* _Extracted data entries_:
------------------------------------------------------------------------

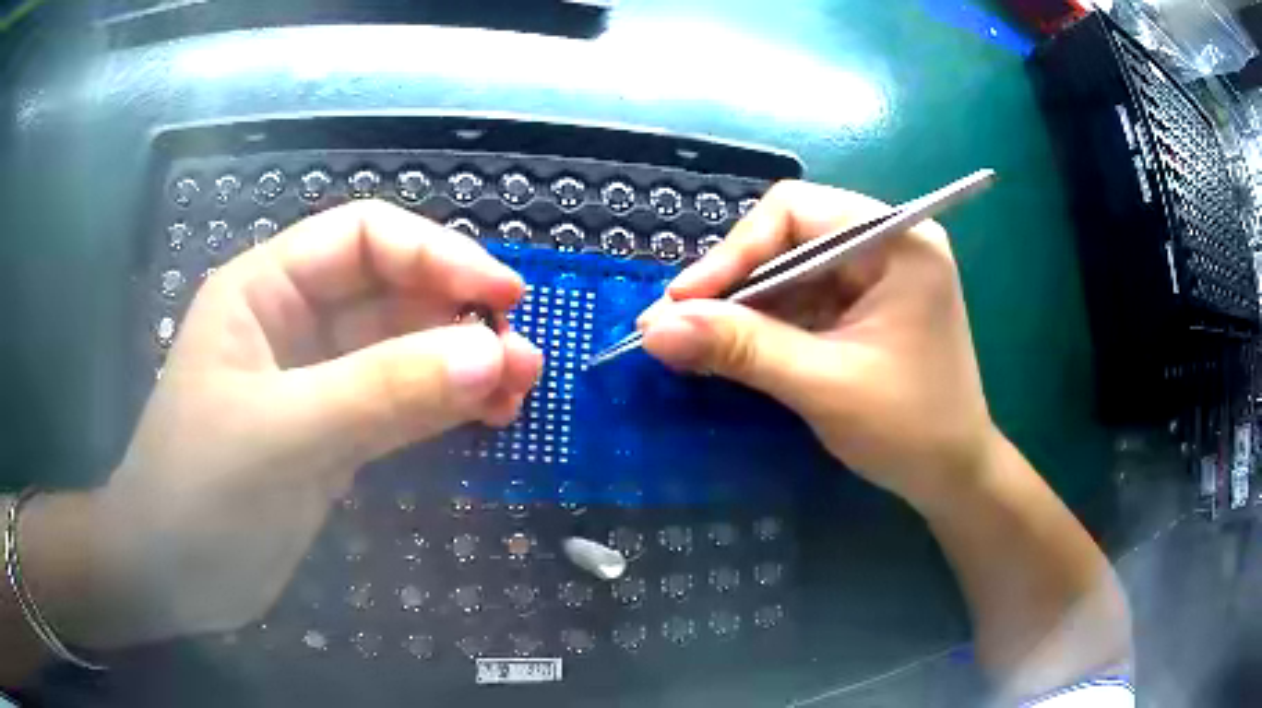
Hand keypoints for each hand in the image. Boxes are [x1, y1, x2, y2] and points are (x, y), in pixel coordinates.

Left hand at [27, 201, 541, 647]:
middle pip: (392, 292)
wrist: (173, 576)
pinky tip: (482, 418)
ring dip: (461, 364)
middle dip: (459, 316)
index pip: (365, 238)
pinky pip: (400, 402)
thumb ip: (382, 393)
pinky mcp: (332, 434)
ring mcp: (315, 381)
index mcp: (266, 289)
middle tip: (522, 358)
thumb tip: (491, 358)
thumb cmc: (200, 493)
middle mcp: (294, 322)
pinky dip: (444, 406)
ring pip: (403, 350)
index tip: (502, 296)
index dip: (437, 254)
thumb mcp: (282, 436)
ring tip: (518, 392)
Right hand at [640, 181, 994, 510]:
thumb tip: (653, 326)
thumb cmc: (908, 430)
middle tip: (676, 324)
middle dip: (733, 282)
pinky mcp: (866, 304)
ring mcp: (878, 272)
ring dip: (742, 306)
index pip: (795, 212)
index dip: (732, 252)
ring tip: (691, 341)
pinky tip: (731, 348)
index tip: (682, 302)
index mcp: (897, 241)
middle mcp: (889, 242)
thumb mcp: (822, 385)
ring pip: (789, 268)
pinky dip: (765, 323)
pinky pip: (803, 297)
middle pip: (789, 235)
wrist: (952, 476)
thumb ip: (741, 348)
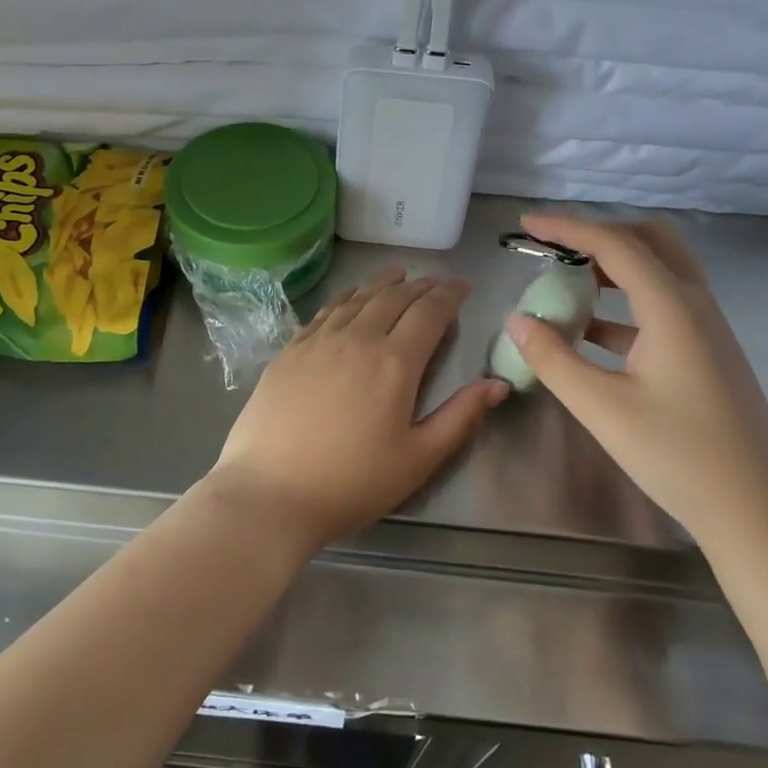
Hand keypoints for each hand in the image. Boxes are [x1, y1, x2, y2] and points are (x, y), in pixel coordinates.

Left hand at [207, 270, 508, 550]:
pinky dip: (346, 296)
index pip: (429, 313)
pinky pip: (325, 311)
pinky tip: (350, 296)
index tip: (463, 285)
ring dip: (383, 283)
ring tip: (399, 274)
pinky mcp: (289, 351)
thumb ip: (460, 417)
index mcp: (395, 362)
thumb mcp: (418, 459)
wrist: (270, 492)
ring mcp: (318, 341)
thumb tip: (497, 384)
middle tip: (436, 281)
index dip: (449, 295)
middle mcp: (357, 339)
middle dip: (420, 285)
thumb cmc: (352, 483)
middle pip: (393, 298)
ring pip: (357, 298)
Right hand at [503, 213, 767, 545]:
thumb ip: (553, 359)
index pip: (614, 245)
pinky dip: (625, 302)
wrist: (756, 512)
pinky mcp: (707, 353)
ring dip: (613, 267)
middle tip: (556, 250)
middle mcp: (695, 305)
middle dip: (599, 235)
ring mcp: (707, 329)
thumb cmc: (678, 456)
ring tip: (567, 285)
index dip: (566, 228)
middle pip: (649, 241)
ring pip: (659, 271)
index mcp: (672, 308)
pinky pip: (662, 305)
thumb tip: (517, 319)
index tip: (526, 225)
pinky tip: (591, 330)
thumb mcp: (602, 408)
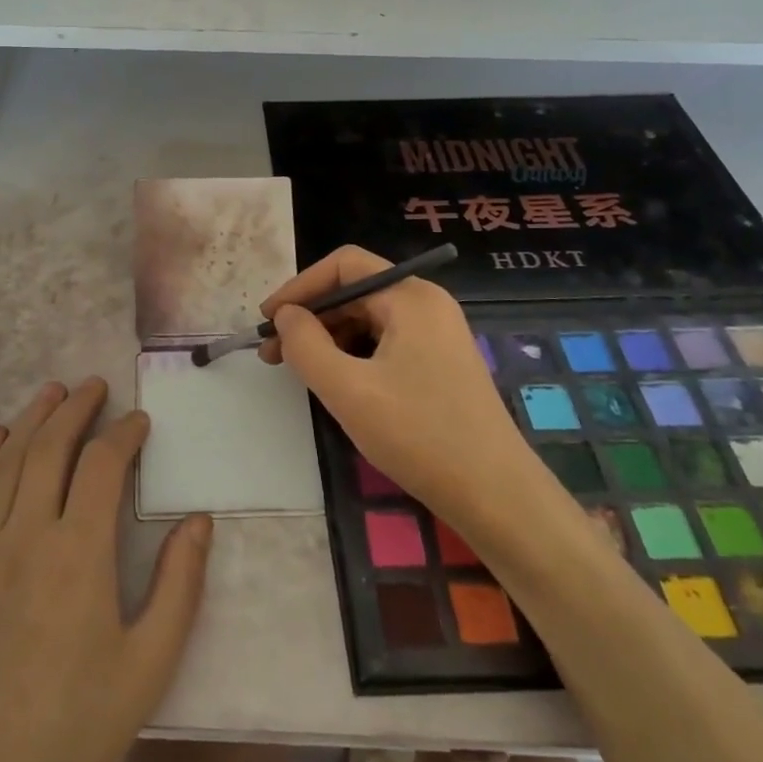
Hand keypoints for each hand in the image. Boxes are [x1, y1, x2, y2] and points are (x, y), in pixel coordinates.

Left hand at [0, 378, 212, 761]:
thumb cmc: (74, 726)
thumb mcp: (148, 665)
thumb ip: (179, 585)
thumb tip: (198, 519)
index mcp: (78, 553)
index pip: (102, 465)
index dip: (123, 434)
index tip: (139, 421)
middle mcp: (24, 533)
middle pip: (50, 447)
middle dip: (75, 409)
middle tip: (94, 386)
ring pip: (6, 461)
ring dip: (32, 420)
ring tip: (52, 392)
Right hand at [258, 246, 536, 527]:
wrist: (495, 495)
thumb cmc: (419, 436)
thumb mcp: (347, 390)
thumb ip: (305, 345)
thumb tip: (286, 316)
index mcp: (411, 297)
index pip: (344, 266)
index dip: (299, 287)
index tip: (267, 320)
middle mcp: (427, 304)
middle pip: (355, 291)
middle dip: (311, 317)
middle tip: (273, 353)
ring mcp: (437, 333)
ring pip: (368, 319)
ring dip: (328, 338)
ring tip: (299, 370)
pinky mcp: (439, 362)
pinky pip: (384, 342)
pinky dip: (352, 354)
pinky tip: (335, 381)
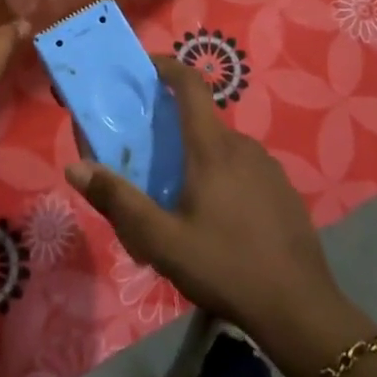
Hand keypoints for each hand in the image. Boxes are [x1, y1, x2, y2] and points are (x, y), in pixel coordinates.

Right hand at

------------------------------------------------------------------------

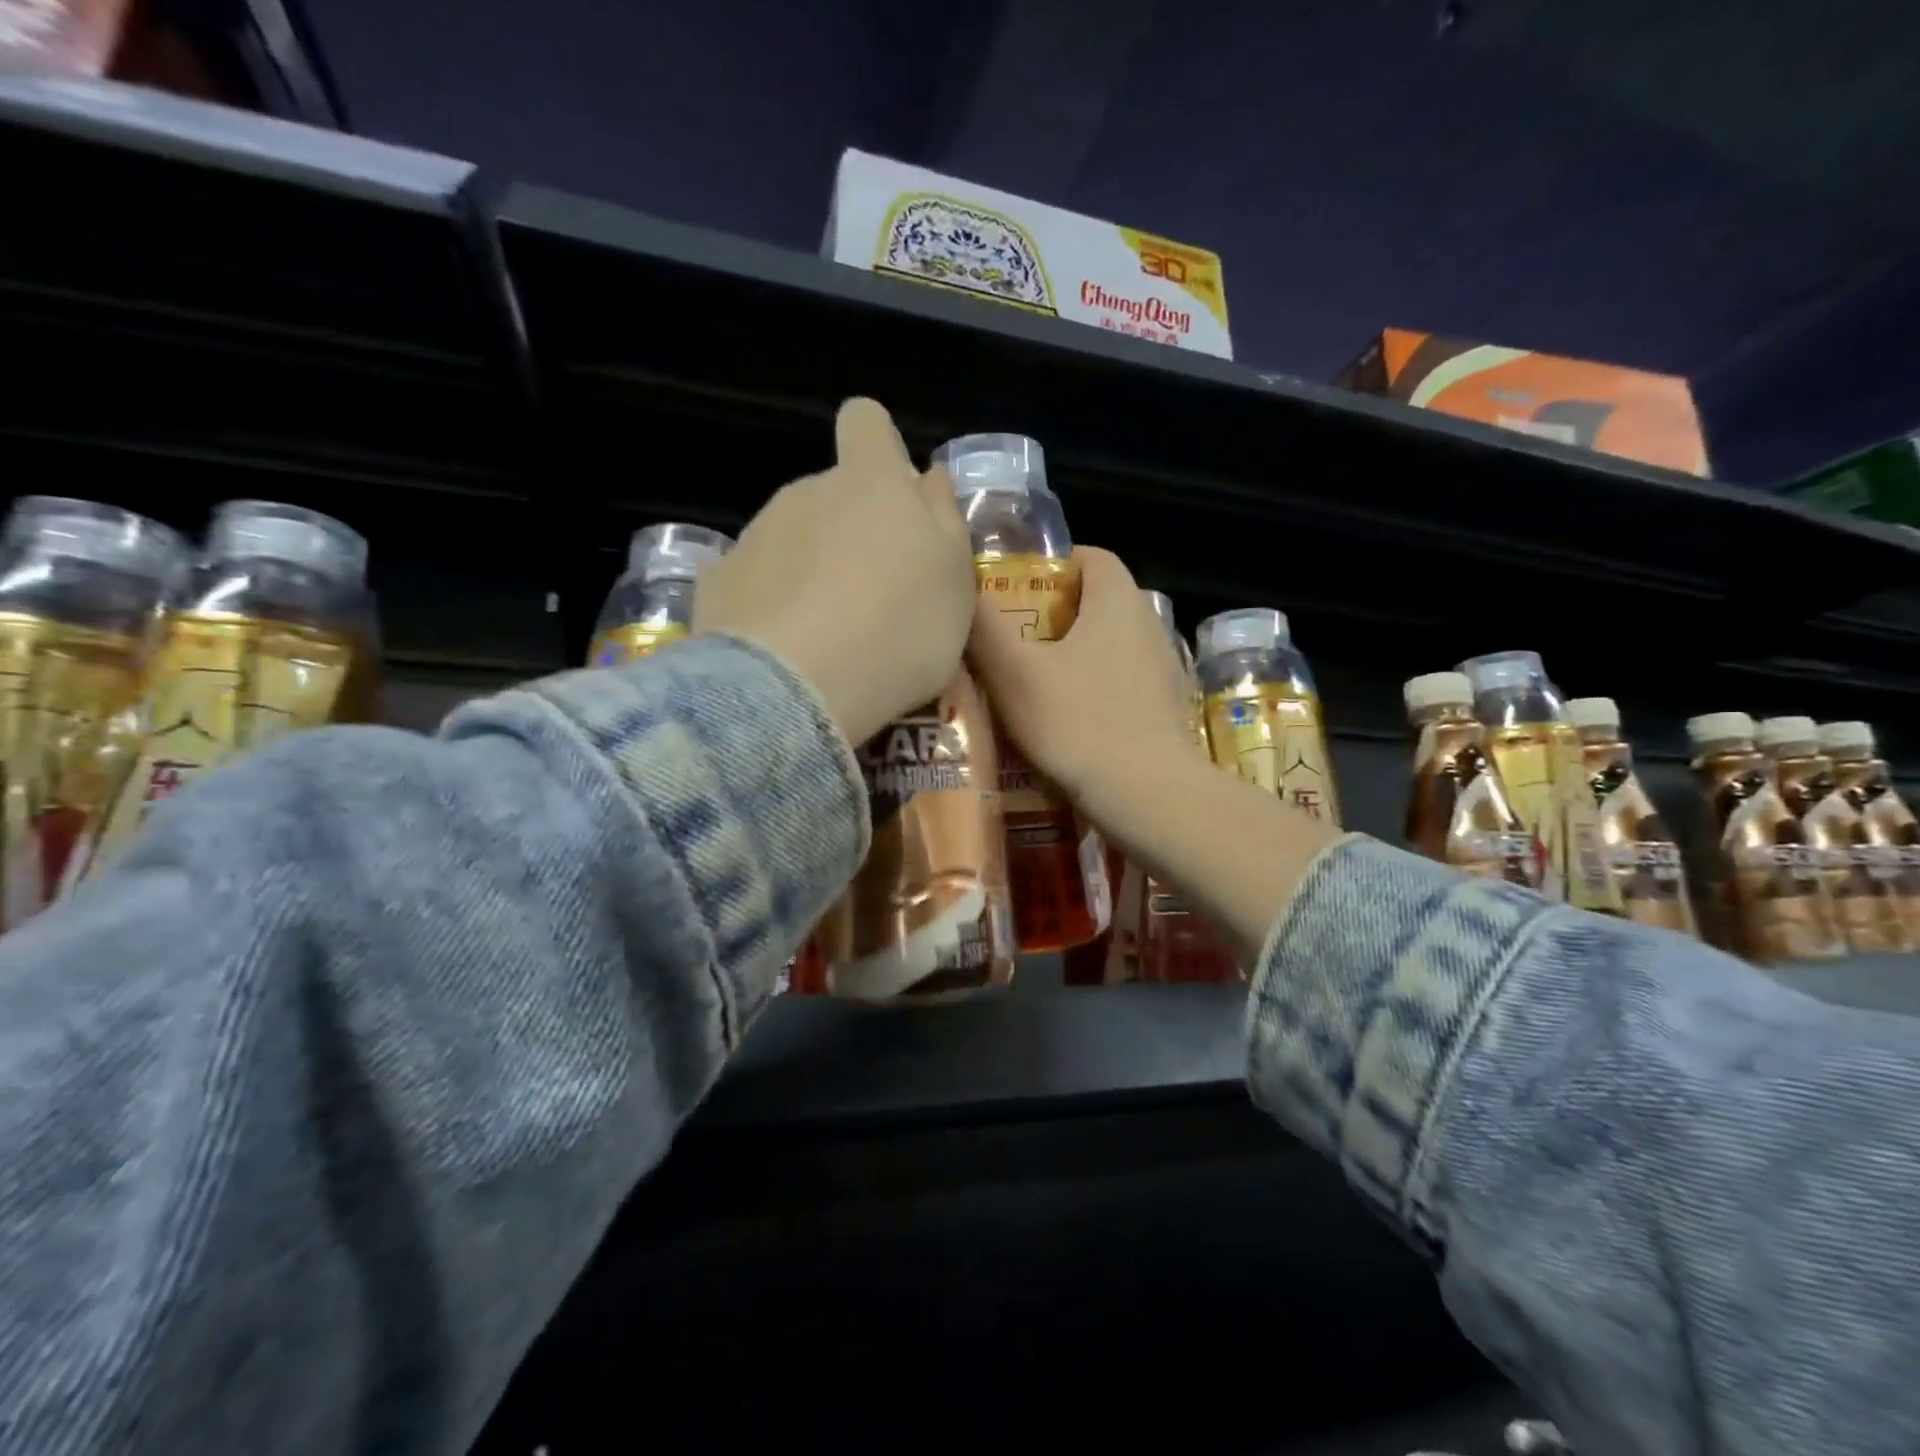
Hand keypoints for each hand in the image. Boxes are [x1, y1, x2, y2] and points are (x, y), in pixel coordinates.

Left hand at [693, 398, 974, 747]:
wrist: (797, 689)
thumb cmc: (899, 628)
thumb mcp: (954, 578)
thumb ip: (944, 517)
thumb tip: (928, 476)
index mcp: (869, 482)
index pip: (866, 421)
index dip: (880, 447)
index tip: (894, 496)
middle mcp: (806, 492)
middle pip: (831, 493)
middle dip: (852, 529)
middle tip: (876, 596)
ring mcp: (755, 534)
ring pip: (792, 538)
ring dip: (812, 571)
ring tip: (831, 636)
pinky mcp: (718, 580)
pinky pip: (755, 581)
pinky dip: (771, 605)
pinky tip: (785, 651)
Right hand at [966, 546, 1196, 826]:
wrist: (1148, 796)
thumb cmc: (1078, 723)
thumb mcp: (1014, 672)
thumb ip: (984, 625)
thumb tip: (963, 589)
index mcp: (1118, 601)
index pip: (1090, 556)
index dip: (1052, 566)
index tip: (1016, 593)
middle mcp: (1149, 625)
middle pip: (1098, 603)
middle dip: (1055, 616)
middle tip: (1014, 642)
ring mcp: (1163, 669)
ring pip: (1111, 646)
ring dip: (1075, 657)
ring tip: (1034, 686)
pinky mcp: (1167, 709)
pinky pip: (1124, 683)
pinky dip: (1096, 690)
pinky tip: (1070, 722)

------------------------------------------------------------------------

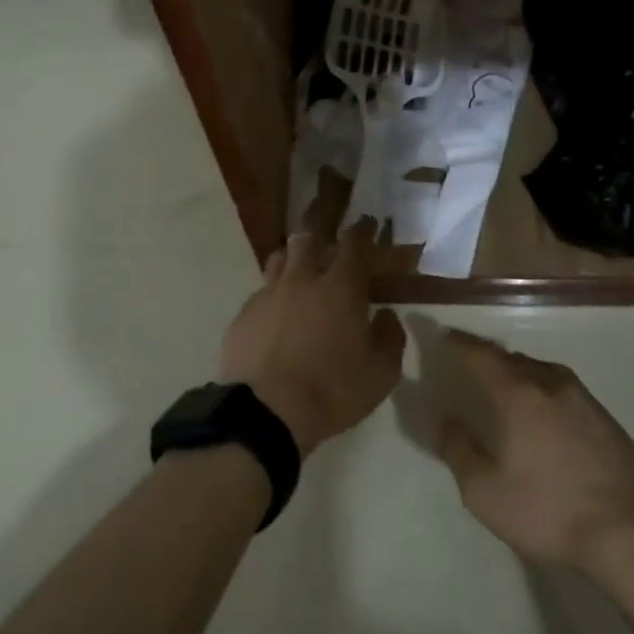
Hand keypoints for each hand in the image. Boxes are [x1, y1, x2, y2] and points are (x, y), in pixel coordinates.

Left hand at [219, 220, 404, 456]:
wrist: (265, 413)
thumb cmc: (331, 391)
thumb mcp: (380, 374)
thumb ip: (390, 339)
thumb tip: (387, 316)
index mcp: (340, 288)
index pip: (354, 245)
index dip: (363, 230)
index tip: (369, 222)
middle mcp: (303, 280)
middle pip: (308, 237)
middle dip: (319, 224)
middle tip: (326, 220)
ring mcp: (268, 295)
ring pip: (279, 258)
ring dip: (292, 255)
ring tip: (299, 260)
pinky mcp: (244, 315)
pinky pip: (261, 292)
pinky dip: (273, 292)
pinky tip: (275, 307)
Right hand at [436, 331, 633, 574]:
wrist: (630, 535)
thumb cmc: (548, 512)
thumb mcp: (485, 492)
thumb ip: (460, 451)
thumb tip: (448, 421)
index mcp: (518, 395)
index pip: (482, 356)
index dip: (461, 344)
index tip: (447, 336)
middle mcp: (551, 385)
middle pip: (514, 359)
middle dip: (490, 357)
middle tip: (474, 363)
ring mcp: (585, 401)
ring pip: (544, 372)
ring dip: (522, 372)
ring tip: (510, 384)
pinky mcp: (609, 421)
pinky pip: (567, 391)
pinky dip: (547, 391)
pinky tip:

------------------------------------------------------------------------

Look for the word "wrist" in every line of the records. State how many lines contain it, and write only the number.

* _Task solution_:
9